Time is such an odd thing. It is, in a very real sense, relative and yet it is clearly measurable. I remember how long December 1-25 seemed to last when I was a child and yet today years go by so quickly I can hardly separate one Christmas or birthday from another. This year has gone by surprisingly fast in some moments and painfully slow in others.
How we measure time is curious as well. When it comes to simply timing of, say, a 50 freestyle event, we are very precise. But when we talk about our age we are always looking backward. So, for example, we recently received a wonderful gift to the Schreyer Honors College from Mr. Ray Walker. He gave us $1,000 for every year of his life. The gift was for an amazing $101,000. I was a little confused when I was speaking with him though, because he said he was 102. Well, I thought, what is a year here or there when you are that old? But he was not confused in the least. He said, “I have already finished 101 years and I am well into my 102nd. Why not take credit for it!” (I decided not to ask him for the extra $1,000. Seemed gauche.) I agreed with him completely.

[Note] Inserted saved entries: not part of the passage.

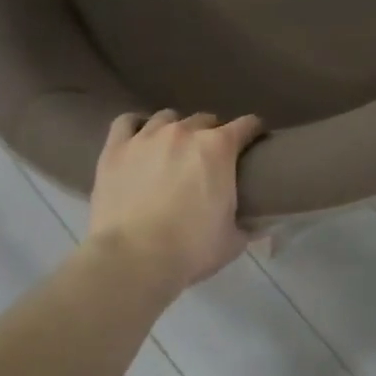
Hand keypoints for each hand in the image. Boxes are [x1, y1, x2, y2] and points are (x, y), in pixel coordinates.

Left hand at [87, 110, 265, 289]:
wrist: (134, 258)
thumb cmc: (191, 249)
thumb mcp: (233, 241)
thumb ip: (249, 226)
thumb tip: (260, 224)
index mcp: (219, 148)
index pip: (246, 125)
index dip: (254, 132)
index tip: (255, 142)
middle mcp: (184, 132)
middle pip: (206, 119)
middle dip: (213, 133)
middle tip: (211, 157)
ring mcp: (147, 137)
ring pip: (167, 118)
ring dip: (176, 129)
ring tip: (173, 149)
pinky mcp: (116, 148)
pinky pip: (127, 122)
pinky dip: (135, 127)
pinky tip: (138, 140)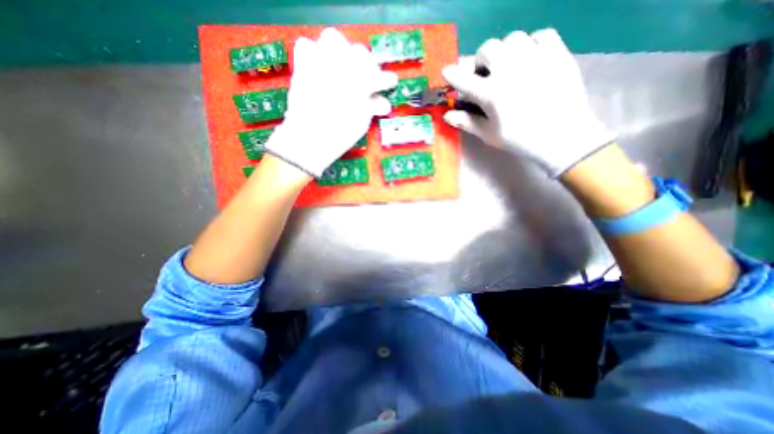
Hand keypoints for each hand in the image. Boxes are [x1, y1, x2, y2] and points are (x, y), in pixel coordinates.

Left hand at [269, 27, 398, 176]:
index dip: (387, 80)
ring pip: (334, 39)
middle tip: (368, 79)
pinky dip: (315, 53)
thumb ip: (372, 107)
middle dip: (367, 65)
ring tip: (345, 67)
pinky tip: (321, 66)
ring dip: (343, 51)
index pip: (379, 75)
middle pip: (360, 52)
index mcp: (359, 84)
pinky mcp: (302, 67)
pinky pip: (306, 45)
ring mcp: (319, 64)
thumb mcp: (361, 123)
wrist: (307, 140)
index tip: (390, 83)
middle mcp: (340, 67)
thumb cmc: (339, 136)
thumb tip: (382, 102)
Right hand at [442, 29, 616, 177]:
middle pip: (487, 49)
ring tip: (508, 66)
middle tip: (484, 74)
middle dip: (480, 61)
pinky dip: (531, 44)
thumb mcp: (489, 134)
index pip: (463, 79)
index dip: (452, 74)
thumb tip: (446, 115)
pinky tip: (530, 60)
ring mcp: (535, 58)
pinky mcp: (557, 53)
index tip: (446, 72)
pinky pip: (540, 35)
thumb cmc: (520, 140)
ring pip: (512, 39)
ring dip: (504, 51)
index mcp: (491, 94)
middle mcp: (509, 70)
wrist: (562, 137)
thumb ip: (467, 122)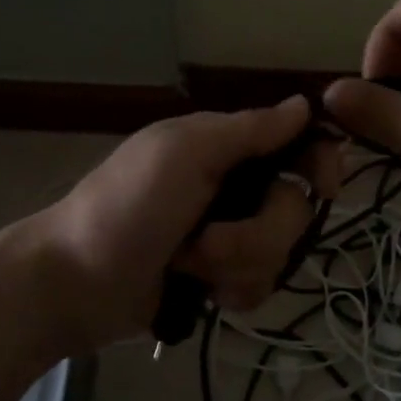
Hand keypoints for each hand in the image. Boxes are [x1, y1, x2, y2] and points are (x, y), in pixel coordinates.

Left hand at [37, 97, 341, 351]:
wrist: (75, 284)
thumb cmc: (127, 206)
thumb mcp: (185, 153)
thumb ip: (248, 131)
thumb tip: (304, 105)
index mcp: (226, 148)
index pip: (297, 145)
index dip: (320, 163)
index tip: (325, 187)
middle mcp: (235, 188)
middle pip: (295, 209)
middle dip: (257, 234)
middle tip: (206, 242)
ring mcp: (229, 237)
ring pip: (280, 253)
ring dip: (237, 265)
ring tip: (190, 267)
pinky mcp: (221, 279)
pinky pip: (261, 286)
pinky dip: (232, 292)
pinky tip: (202, 295)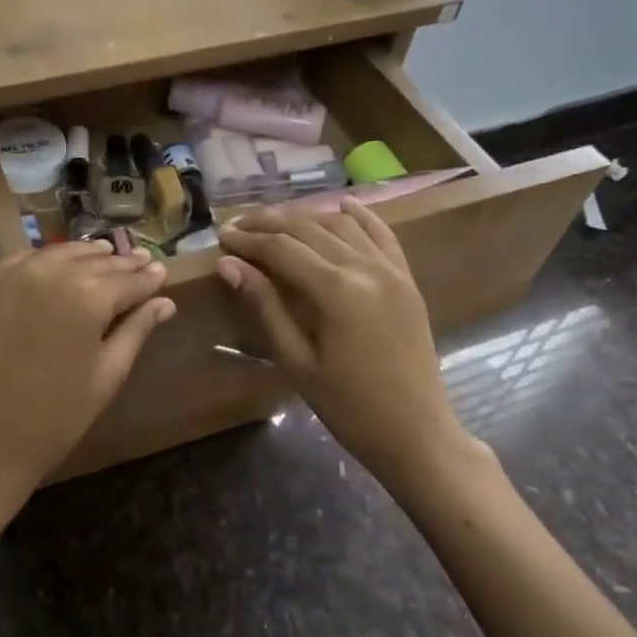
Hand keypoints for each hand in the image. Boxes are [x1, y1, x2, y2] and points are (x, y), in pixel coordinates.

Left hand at [0, 242, 173, 520]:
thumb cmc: (57, 416)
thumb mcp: (108, 374)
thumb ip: (136, 329)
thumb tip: (165, 301)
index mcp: (86, 296)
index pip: (127, 279)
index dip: (147, 278)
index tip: (160, 270)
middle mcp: (47, 272)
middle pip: (92, 261)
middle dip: (118, 263)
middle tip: (138, 260)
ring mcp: (6, 275)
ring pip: (54, 254)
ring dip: (81, 256)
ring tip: (101, 256)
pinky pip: (17, 263)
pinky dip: (40, 263)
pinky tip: (52, 269)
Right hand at [217, 198, 470, 484]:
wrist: (415, 432)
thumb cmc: (347, 405)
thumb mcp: (296, 360)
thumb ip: (265, 306)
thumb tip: (230, 265)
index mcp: (336, 290)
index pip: (282, 249)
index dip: (248, 241)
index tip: (222, 237)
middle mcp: (365, 268)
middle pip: (309, 229)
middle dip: (270, 224)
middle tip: (238, 226)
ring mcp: (392, 270)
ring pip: (342, 225)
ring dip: (306, 217)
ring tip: (275, 223)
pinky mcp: (407, 280)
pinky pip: (382, 235)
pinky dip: (360, 217)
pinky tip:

Today is Mack’s birthday. He would have been 10 years old. He died just 16 days shy of his 9th birthday and it has always bothered me that all the reports, accurately, said that he was 8 years old when he died. He was but he wasn’t. He had lived nearly 9 full, vibrant years. And I don’t want a single one taken off his life.
Many of you are probably familiar with the justly famous quote of Ralph Waldo Emerson, “It is not length of life, but depth of life.” It can be found cited in any number of books on mourning and loss and rightly so. The quality of our lives ought to be judged not by how long we live, but what we did with the time we had. Mack’s 9 years were full of love and life, play and sport, laughter and joy. We are blessed that we do not regret any trip taken, early morning to get to a tournament 3 hours away, or late night drive home after a long day with grandparents. We are also blessed that we didn’t know it would only be 9 years. There was no shadow looming just bright sun and a smooth green pitch on which to play.
Time passes. We cannot hold it back.
Elizabeth has often and rightly said how we respond to Mack’s death determines much about his life. How we remember the past shapes our future. So how do we remember Mack? Do we celebrate his life or do we curl up in a cocoon of sorrow? (And no one would blame us and some days we do.) The way in which we respond impacts not only our own outlook and remembrance of Mack, but that of our daughter’s, Mack’s friends, our neighbors….
When I taught Intro to the Hebrew Bible/Old Testament on a regular basis 1 and 2 Samuel were some of my favorite books to teach. I love David and think that he is such a great example for anyone, believers and non-believers, and usually not in a positive way. David’s response to the death of his first son with Bathsheba is very interesting (). It is not an easy passage and I will not deal with the more challenging theology of it here, but the setting is this: their son became deathly ill because of David’s sin in taking Bathsheba from her husband Uriah.1
19 But when David saw that his servants were whispering together, he perceived that the child was dead; and David said to his servants, “Is the child dead?” They said, “He is dead.”
20 Then David rose from the ground, washed, anointed himself, and changed his clothes. He went into the house of the LORD, and worshiped; he then went to his own house; and when he asked, they set food before him and he ate. 21 Then his servants said to him, “What is this thing that you have done? You fasted and wept for the child while it was alive; but when the child died, you rose and ate food.” 22 He said, “While the child was still alive, I fasted and wept; for I said, ‘Who knows? The LORD may be gracious to me, and the child may live.’ 23 But now he is dead; why should I fast? Can I bring him back again? I shall go to him, but he will not return to me.”
David’s servants were afraid that once their king knew his son was dead he would take his own life, his grief would be so deep. David had been behaving as if his child was already dead, what would his response be but deeper despondency? Instead David behaved as if it was a feast day. This wasn’t lack of faith. Faith drove him to pray and ask God to spare his child. Faith also gave him the confidence to say, “I shall go to him, but he will not return to me.”
Not long ago I was telling Elizabeth that I feel my deepest sorrow when I think about the fact that I am getting farther and further away from Mack each day. She reminded me that no, each day we get closer to when we will see him again. We will go to him. I believe that and I rejoice thinking about that moment. I also rejoice in the life we have. Not just the 9 years we had with Mack but the years we continue to have with Izzy and the twenty years and counting I have had with Elizabeth (I am sure she would say some years have seemed longer than others.).
In various church traditions the hours are kept and known not only by the rising and setting of sun and moon but by prayers. In the evening, the last prayers said before going to bed, is compline and it concludes with this words.
Guide us waking, O Lord, and guard us sleeping; that awake
we may watch with Christ, and asleep we may rest in peace.